Effect of sub-micron deformations at opposing strain rates on the micromagnetic behaviour of non-oriented electrical steel

• Published in: Nature communications Vol. 15; no. 1; pp. 9010 - 12
• Main Authors: Winter, Kieran, Liao, Zhirong, Abbá, Erik, Robles Linares, Jose A., Axinte, Dragos
• Format: Journal Article
• Language: English
• Published: London Nature Publishing Group UK 18.10.2024; Nature Publishing Group; Nature Portfolio
• Subjects: 147/137; 147/143; 147/28; 147/3; 639/301/119/997; 639/925/357/997; Deformation effects; Diamond machining; Dislocation; Electrical steels; Humanities and Social Sciences; Magnetic force microscopy; Magnetic materials; Magnetic properties; Manufacturing; Manufacturing industry; Mechanical loading; Mechanical properties; Microscopy; multidisciplinary; Nanoindentation; Performance evaluation; Scanning transmission electron microscopy; Science; Science (multidisciplinary); Steel; Strain; Texture; Time dependence; Transmission electron microscopy
• ISSN: 2041-1723; 2041-1723
• DOI: 10.1038/s41467-024-53346-7

We are entering an era of re-electrification, seeking high-power density electrical machines with minimal resource use.
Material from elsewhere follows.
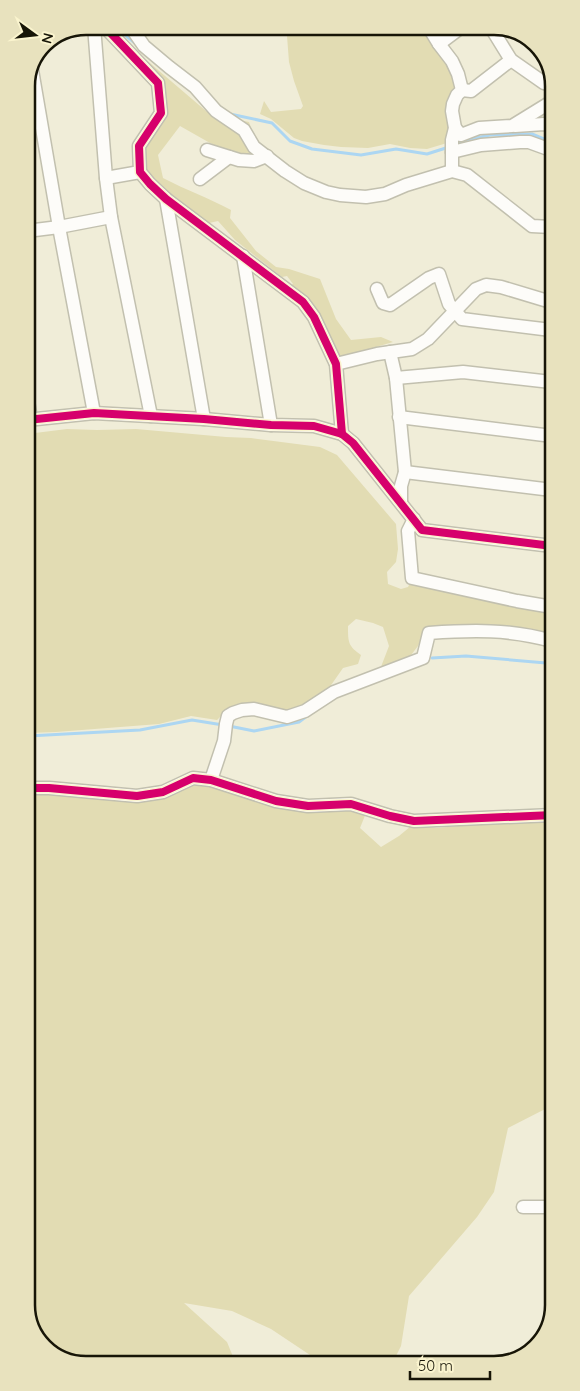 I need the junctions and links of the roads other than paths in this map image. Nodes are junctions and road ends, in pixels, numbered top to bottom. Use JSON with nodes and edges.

Significant performance gains in electrical machines have been achieved through precise manufacturing processes, including the shaping/cutting of soft magnetic materials. However, most studies have evaluated magnetic performance at a macro level, focusing on components, while the fundamental mechanisms, e.g., how the micromagnetic behaviour is affected by mechanical interference, remain unclear. In this study, we examine the impact of sub-micron deformations at opposing strain rates (10 −2 to 10 1  s −1 ) on the micromagnetic behaviour of soft magnetic non-oriented electrical steel. Using a diamond probe to indent within a single grain of polycrystalline material at different velocities, we induce quasi-static and dynamic mechanical loading. Our analysis, employing magnetic force microscopy, transmission Kikuchi diffraction, and scanning transmission electron microscopy with a pixelated detector, reveals that magnetic texture disturbances rely on the time-dependent dislocation dynamics of the Fe-BCC material. Additionally, we compress micro-pillars to further investigate these effects under bulk-isolated deformation. These findings highlight the importance of considering even ultra-small loads, such as nano-indentations and micro-pillar compressions, in the manufacturing of next-generation electric machines, as they can affect magnetic texture and performance. Mechanical deformations affect magnetic properties of electrical steels, impacting machine efficiency. Here, authors demonstrate that sub-micron deformations at different strain rates alter micromagnetic behaviour of non-oriented electrical steel due to time-dependent dislocation dynamics.